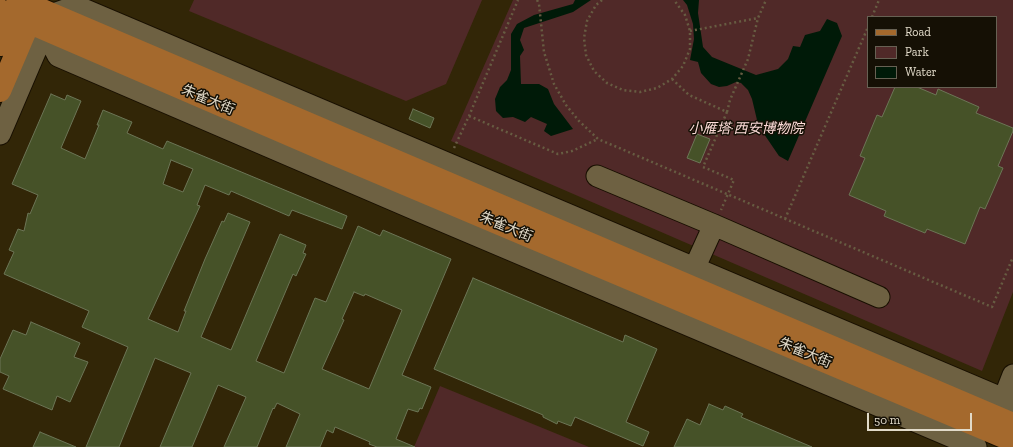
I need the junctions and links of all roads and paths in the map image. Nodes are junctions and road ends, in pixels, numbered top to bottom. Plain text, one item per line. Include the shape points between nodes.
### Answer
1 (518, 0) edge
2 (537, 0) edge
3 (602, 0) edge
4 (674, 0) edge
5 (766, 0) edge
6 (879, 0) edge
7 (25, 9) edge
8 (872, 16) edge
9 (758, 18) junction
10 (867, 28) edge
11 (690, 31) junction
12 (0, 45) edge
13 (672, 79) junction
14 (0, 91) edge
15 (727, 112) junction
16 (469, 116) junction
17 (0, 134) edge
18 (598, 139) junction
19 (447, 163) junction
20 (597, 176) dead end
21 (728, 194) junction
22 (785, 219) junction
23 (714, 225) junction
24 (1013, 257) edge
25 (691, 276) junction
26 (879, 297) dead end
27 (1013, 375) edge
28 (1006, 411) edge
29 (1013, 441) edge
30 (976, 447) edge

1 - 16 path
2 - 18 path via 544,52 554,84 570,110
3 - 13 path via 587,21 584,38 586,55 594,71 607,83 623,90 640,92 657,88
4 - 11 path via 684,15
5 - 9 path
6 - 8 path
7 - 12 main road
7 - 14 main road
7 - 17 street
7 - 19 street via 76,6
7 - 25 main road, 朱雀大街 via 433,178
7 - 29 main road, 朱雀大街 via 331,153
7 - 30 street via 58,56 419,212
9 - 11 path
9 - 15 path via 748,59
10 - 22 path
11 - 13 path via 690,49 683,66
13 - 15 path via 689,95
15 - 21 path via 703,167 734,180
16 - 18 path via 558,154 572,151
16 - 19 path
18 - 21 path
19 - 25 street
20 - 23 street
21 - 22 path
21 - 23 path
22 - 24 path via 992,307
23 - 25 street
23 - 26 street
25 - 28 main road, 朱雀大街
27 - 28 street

* * *

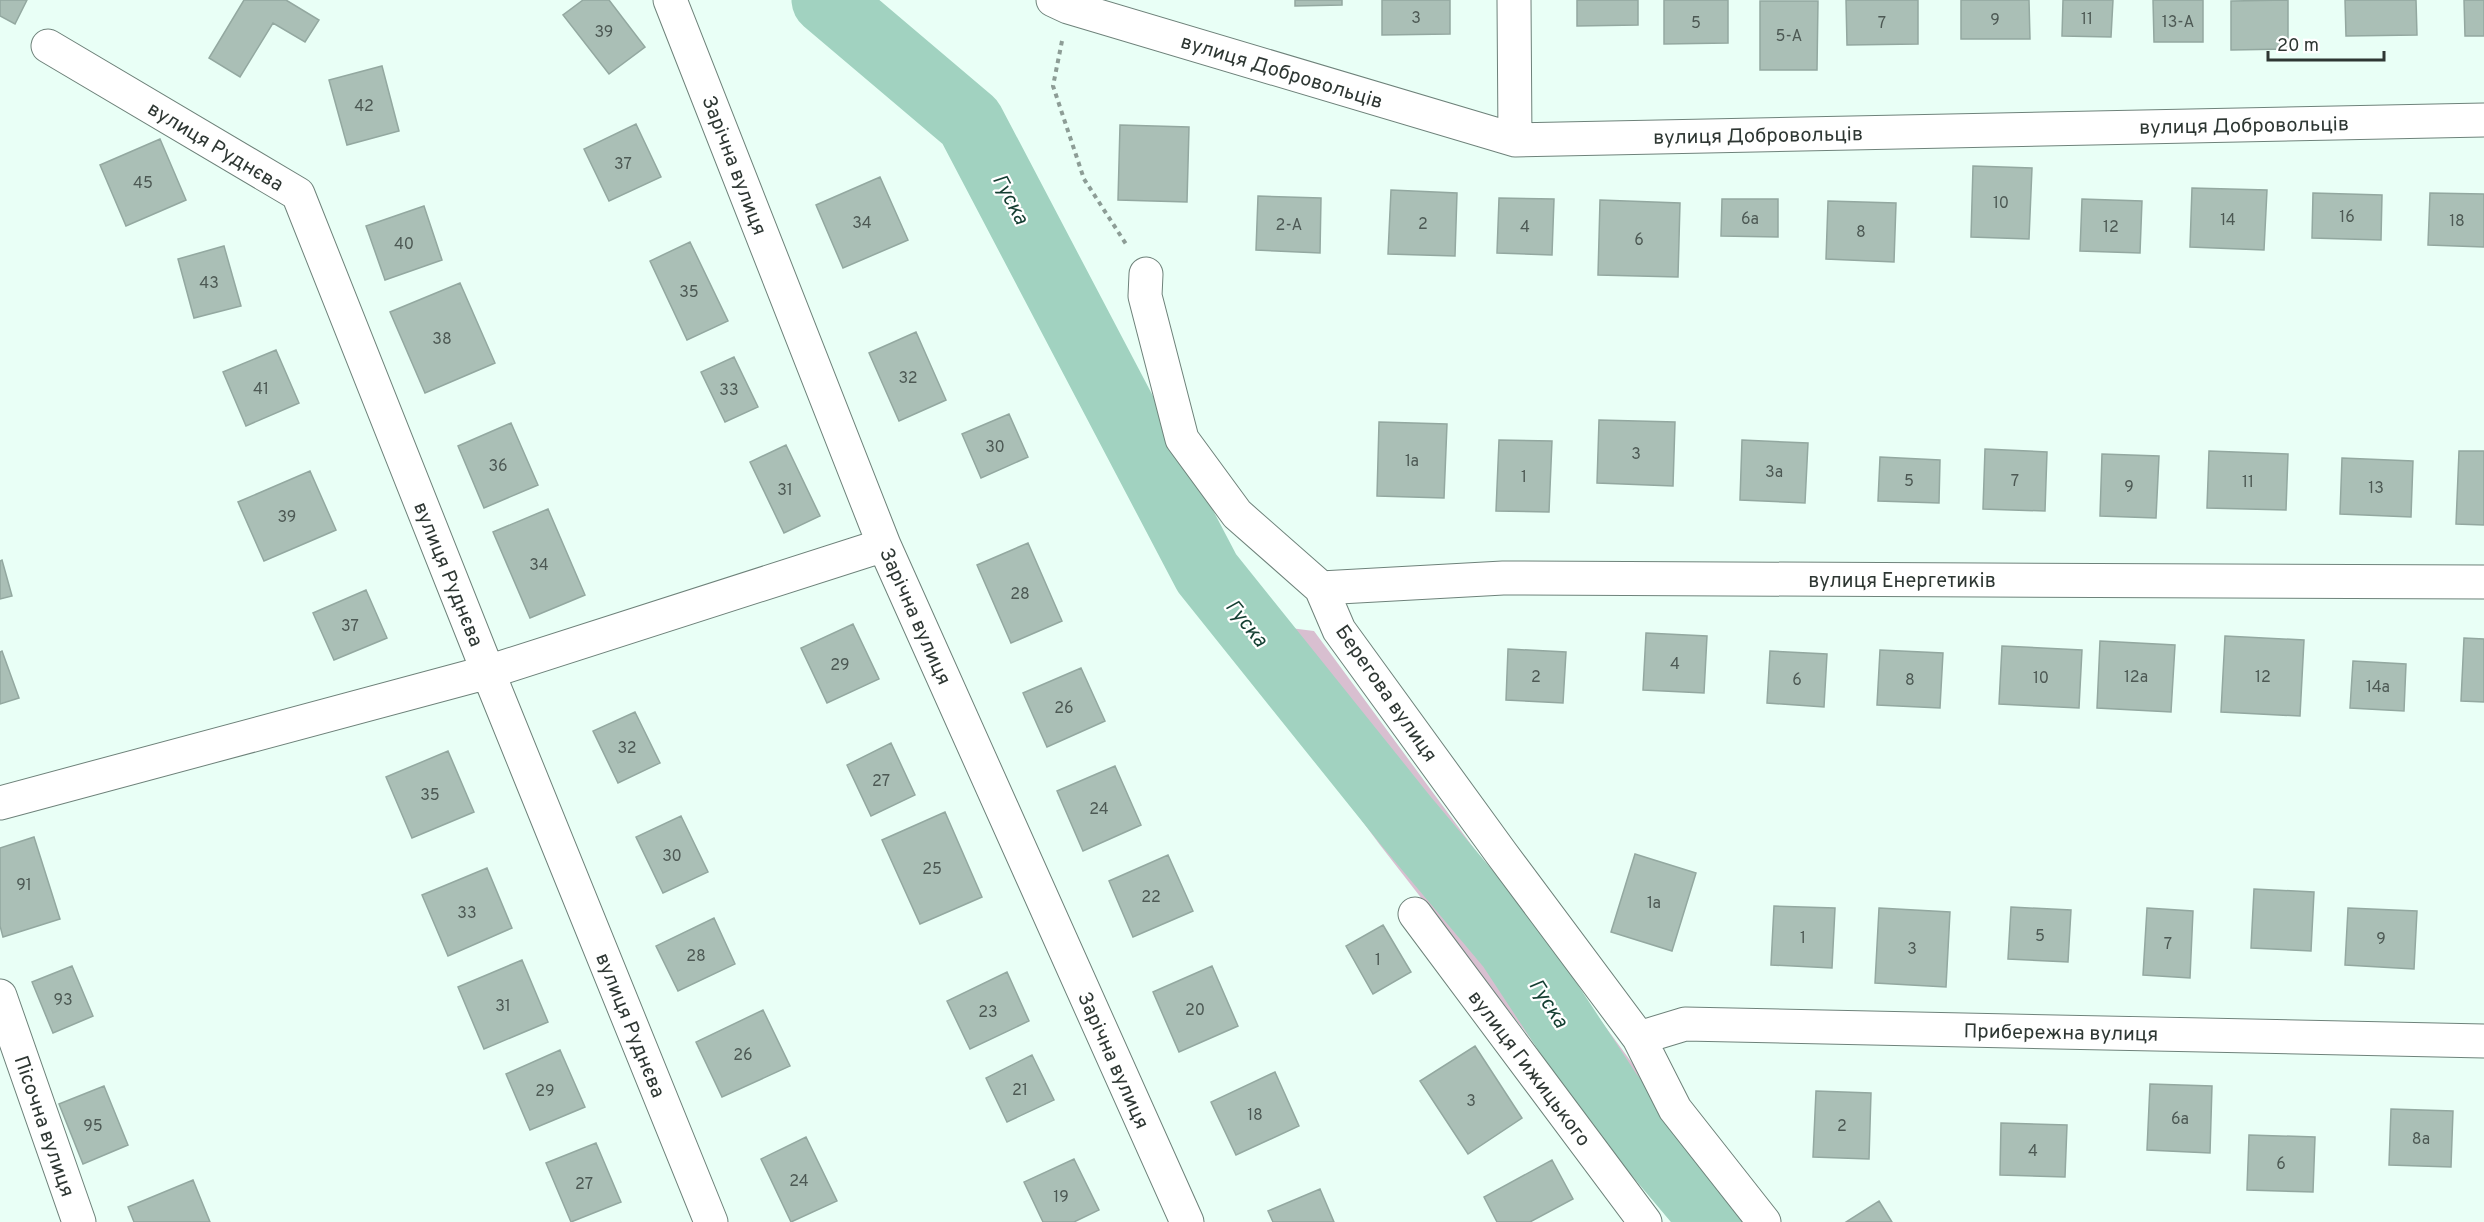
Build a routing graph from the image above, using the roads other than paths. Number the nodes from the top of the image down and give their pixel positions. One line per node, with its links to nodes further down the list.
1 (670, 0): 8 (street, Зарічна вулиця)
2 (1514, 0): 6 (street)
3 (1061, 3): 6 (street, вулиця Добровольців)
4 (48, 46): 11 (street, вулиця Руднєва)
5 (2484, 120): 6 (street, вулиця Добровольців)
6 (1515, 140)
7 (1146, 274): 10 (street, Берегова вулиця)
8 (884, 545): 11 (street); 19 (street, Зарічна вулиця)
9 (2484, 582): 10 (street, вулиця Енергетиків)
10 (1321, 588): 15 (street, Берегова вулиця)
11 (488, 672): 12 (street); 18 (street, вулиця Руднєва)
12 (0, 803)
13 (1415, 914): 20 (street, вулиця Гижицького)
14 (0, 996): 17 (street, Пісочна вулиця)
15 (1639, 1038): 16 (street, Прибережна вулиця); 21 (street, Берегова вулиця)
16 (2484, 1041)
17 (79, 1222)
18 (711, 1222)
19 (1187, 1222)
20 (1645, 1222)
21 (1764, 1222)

==

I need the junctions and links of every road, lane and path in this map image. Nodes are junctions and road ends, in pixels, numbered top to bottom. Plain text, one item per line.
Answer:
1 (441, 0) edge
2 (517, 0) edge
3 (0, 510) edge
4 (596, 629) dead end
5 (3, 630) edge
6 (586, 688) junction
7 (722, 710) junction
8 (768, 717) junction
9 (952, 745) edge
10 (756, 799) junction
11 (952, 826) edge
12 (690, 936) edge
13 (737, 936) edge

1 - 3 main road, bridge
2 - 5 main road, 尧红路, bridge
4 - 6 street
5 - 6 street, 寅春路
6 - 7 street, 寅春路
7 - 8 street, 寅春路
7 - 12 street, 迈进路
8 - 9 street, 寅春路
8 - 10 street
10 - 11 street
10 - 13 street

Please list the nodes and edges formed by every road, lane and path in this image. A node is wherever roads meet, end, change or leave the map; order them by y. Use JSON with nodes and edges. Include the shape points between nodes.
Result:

◆ **Activity**
Scan the entries above and show each line that contains the word "junctions".

◆ **Answer to this problem**
I need the junctions and links of all roads and paths in the map image. Nodes are junctions and road ends, in pixels, numbered top to bottom. Plain text, one item per line. Include the shape points between nodes.
I need the junctions and links of every road, lane and path in this map image. Nodes are junctions and road ends, in pixels, numbered top to bottom. Plain text, one item per line.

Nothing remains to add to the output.